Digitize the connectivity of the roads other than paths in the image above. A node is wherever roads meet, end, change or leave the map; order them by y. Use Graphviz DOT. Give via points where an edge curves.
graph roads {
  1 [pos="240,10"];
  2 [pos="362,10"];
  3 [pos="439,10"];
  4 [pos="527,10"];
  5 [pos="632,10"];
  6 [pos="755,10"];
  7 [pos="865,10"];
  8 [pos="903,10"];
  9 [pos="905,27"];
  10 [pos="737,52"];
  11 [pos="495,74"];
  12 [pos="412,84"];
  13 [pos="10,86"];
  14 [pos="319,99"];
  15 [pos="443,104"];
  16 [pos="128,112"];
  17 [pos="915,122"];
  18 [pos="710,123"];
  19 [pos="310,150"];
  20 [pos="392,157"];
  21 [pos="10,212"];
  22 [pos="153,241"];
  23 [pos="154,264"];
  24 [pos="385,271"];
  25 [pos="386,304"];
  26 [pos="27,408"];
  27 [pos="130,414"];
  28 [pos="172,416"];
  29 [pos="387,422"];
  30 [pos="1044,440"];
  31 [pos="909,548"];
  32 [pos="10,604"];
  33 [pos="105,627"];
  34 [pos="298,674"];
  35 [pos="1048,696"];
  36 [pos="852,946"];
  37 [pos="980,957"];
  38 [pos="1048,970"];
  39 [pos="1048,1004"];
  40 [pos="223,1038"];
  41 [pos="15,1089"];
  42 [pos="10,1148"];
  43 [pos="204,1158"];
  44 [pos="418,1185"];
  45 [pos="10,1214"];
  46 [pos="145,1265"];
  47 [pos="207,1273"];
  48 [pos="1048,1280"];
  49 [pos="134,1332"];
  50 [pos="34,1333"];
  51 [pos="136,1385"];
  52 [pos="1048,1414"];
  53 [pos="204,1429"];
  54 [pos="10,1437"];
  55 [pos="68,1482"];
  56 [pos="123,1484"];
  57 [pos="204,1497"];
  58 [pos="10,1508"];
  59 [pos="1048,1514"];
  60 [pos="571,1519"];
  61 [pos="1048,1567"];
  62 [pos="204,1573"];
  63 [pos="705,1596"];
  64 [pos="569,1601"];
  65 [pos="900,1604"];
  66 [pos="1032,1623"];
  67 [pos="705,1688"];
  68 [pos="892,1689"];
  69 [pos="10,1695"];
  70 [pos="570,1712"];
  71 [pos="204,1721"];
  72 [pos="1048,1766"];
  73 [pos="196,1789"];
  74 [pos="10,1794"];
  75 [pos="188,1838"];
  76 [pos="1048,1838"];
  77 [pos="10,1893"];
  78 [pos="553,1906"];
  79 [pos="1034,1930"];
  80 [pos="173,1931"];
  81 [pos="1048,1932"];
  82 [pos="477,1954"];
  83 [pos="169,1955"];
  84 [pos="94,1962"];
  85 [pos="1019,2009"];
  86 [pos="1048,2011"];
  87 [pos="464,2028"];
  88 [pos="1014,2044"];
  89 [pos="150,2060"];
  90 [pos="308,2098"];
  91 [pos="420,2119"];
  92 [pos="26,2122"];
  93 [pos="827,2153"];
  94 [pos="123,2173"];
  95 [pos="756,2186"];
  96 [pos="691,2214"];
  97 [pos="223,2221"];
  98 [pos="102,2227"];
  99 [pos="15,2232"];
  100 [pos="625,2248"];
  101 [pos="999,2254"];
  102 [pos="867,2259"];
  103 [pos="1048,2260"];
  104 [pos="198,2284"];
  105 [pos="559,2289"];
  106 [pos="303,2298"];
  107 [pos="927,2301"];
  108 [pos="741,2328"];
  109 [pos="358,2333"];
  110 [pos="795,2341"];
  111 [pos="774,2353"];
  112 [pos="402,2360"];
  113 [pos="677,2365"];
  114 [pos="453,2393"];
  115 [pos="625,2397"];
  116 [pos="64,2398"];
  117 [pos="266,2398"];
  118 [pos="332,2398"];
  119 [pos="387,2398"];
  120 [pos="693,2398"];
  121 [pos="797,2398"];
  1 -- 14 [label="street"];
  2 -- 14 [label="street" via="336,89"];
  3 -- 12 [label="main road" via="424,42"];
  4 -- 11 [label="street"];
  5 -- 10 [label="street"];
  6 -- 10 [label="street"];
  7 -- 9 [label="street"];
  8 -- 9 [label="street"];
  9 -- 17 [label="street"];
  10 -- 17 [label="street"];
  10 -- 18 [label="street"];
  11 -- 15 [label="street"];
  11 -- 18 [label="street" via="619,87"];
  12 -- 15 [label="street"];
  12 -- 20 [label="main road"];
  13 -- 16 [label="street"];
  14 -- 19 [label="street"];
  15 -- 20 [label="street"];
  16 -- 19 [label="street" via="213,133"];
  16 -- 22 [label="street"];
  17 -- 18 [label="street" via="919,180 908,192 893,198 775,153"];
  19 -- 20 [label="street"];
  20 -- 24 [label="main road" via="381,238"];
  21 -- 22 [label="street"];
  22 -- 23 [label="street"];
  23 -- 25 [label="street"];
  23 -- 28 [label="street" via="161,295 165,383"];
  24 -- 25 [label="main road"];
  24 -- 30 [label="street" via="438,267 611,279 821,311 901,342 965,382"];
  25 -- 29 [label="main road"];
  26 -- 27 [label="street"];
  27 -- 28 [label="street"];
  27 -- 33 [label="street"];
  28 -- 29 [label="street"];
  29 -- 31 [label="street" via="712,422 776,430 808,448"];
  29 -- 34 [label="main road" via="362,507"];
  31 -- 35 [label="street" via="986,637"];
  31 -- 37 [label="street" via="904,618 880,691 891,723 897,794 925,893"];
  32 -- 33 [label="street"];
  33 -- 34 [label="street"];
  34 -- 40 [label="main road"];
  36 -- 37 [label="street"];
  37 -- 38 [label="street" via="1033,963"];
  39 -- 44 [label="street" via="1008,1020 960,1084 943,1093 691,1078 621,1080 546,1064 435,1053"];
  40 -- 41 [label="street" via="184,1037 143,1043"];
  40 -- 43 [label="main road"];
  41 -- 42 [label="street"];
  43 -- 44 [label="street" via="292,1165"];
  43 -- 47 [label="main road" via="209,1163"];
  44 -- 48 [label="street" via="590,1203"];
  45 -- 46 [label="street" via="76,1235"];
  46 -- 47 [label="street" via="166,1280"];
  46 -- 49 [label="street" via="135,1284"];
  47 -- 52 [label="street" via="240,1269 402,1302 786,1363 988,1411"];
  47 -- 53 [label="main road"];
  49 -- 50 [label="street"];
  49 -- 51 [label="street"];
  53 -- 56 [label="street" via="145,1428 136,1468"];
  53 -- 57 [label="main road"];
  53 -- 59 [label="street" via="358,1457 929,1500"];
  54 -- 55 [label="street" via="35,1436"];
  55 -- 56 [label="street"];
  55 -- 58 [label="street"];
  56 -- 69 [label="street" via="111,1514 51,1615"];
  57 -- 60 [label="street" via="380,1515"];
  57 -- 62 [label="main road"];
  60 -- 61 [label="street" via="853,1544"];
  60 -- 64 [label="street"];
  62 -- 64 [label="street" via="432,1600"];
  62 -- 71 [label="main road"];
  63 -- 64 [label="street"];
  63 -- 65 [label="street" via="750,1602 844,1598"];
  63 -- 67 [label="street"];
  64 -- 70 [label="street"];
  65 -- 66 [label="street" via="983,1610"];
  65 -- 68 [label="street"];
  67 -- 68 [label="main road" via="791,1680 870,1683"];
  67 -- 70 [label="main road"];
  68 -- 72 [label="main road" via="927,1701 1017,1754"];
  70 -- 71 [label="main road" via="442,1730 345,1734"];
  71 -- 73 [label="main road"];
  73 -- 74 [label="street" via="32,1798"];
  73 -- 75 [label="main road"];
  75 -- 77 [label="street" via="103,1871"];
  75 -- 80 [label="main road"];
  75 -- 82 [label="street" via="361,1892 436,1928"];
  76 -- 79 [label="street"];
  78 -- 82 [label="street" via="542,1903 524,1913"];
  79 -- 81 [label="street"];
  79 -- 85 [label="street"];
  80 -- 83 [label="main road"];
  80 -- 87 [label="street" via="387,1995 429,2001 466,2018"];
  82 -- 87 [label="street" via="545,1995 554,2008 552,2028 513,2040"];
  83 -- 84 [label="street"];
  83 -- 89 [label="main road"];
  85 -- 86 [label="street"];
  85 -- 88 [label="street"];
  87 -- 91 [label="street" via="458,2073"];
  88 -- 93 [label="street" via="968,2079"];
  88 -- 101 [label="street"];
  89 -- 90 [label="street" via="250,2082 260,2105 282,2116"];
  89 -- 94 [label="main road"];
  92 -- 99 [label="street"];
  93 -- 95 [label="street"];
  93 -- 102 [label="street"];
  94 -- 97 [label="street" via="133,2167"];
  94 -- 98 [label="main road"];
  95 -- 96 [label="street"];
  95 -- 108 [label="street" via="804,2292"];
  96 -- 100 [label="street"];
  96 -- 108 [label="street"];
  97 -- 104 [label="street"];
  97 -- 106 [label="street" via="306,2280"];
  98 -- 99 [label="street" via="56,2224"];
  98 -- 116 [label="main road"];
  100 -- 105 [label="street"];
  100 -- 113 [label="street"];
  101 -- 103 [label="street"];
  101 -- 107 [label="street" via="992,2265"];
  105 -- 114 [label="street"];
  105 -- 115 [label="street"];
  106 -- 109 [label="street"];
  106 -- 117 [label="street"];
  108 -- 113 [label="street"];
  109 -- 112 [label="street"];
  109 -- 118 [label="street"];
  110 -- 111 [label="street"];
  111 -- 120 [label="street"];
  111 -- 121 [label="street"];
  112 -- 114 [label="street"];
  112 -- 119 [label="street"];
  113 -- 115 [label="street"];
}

■ PROBLEM TO WORK ON:
Respond with one number, namely the count of lines in the entries above that hold the word "roads".

■ ANSWER TO THIS PROBLEM:
2